Exercise brief
Only the lines containing "JSON" should appear in the answer, copied from the listing below.

Listed records

↓↓↓

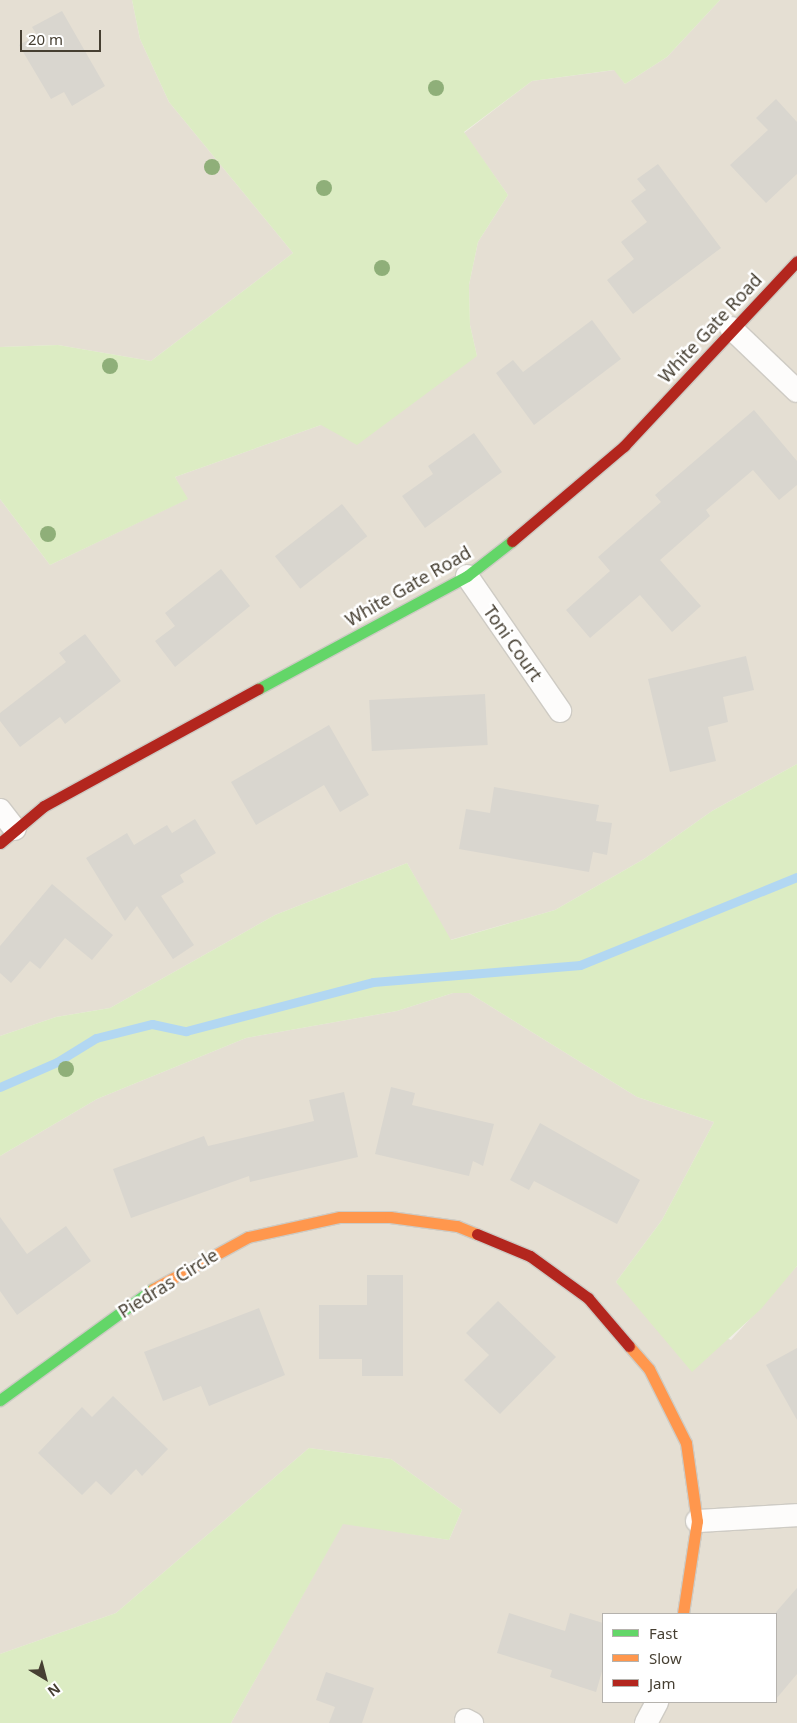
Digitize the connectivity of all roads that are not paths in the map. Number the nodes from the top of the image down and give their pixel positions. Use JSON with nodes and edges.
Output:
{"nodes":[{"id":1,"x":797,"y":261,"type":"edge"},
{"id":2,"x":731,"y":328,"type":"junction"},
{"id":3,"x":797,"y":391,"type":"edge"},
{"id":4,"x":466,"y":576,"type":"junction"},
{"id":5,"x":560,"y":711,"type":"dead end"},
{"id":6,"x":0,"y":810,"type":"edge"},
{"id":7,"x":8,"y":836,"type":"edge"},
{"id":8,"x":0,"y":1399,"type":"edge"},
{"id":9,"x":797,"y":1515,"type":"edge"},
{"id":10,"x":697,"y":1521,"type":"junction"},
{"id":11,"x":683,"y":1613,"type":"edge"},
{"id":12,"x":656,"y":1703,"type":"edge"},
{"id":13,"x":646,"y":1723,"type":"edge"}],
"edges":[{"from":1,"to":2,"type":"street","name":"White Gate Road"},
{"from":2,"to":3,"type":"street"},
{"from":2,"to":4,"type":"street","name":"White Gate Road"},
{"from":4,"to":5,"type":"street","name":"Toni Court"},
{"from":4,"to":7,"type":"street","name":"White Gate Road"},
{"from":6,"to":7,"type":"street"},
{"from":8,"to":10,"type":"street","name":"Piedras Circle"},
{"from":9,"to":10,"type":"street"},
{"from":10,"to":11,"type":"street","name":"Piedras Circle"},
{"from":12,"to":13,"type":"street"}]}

↑↑↑
↓↓↓

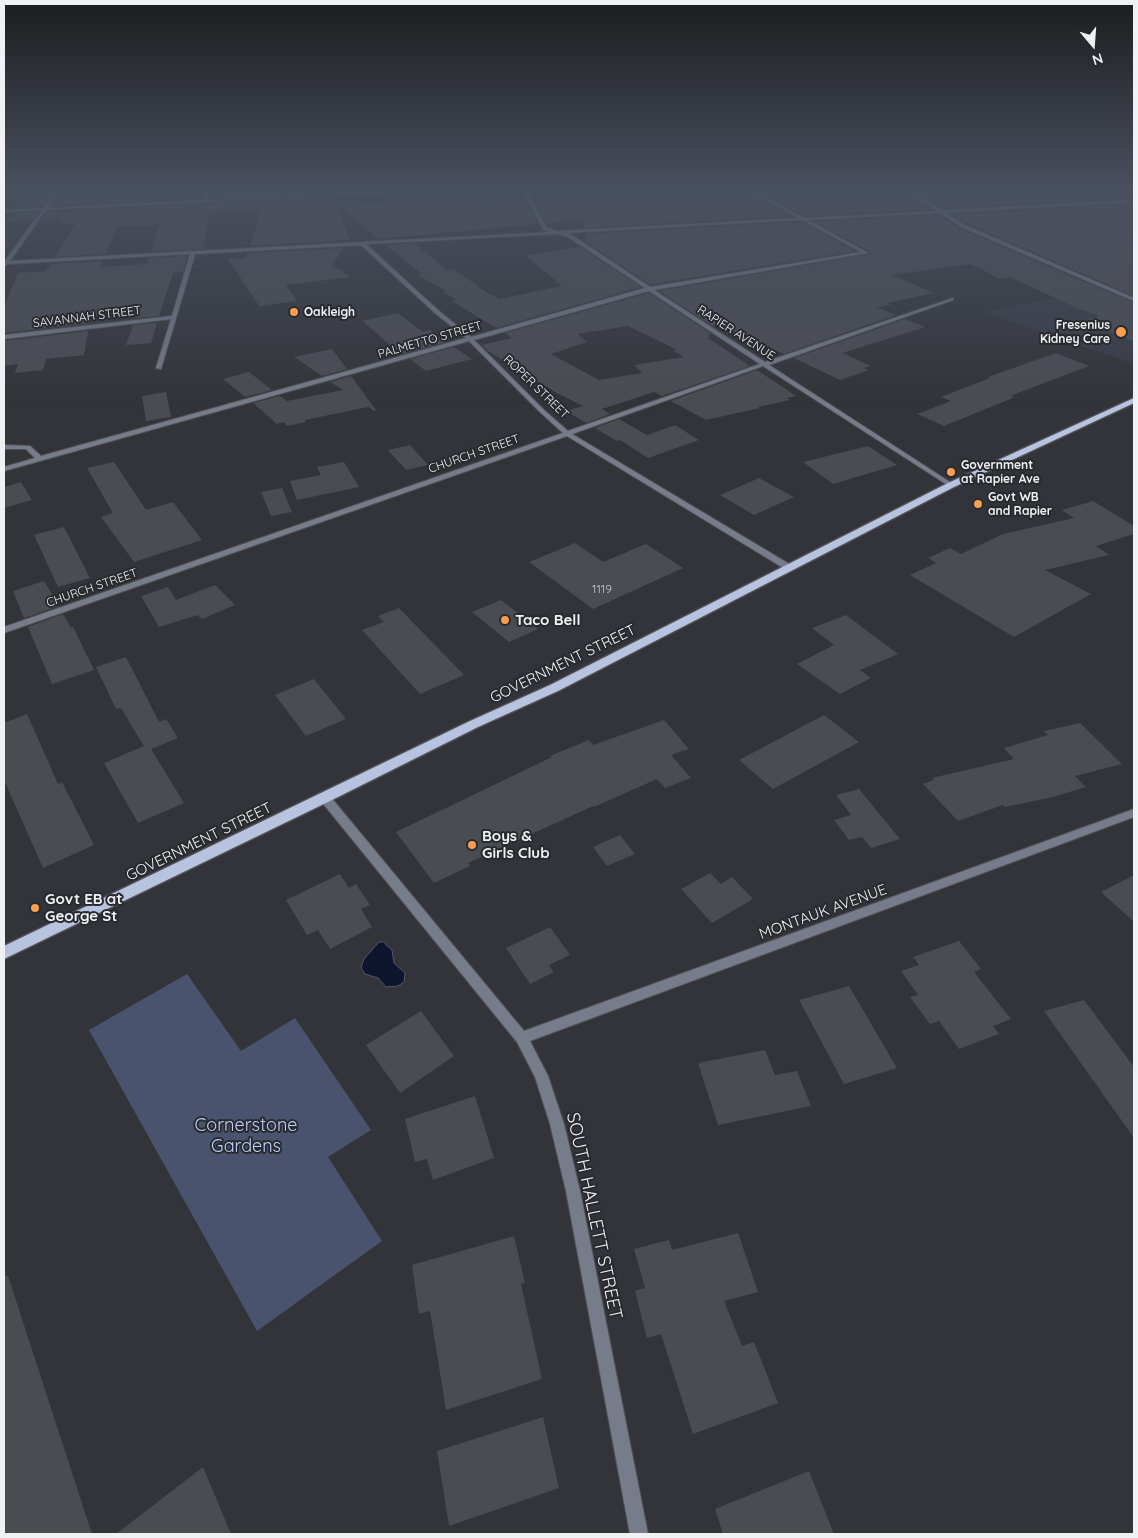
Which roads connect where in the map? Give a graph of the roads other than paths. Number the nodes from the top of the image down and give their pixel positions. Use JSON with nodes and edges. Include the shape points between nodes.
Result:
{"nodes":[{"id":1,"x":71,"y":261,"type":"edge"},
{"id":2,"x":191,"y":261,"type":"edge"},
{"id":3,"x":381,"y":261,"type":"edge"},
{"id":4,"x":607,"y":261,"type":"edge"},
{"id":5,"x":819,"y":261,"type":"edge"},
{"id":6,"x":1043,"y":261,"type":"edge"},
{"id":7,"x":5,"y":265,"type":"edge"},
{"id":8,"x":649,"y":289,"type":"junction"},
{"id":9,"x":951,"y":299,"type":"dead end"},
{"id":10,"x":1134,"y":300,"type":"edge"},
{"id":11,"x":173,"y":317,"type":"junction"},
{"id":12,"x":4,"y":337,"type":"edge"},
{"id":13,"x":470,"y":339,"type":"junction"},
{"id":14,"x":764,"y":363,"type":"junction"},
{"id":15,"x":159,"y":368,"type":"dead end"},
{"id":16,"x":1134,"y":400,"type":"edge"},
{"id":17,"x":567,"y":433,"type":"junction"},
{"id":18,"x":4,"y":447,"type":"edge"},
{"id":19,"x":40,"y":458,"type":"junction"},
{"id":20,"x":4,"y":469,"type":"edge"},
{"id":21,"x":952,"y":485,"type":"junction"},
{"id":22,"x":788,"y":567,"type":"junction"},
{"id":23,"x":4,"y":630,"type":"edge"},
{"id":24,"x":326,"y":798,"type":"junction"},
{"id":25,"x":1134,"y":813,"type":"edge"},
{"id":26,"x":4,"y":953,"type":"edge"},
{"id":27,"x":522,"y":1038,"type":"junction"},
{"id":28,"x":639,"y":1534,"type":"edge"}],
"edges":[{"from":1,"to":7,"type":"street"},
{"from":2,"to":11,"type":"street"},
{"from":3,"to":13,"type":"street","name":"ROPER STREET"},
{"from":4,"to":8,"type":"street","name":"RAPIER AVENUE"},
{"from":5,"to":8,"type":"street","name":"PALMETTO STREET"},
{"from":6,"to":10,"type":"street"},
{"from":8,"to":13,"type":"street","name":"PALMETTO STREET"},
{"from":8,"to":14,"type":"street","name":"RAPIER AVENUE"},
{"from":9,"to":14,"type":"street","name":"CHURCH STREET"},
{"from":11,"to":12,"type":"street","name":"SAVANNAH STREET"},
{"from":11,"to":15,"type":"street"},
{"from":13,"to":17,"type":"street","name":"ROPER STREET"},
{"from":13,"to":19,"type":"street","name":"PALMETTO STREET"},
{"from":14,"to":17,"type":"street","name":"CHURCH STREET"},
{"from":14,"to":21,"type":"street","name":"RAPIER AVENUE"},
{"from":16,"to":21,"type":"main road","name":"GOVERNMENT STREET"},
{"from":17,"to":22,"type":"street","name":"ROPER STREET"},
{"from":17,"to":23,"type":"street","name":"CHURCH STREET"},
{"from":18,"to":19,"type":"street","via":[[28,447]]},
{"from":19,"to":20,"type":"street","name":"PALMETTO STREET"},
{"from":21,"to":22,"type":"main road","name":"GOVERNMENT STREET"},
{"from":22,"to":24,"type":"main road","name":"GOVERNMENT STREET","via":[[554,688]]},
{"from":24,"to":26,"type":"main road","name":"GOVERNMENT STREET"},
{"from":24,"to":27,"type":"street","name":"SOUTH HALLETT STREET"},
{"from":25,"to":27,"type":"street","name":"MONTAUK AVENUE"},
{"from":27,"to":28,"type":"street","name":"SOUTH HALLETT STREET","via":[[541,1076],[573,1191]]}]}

↑↑↑
↓↓↓

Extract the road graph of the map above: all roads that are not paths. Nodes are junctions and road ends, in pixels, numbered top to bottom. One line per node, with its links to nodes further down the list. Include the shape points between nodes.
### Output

↑↑↑

Task result
Digitize the connectivity of all roads that are not paths in the map. Number the nodes from the top of the image down and give their pixel positions. Use JSON with nodes and edges.
Which roads connect where in the map? Give a graph of the roads other than paths. Number the nodes from the top of the image down and give their pixel positions. Use JSON with nodes and edges. Include the shape points between nodes.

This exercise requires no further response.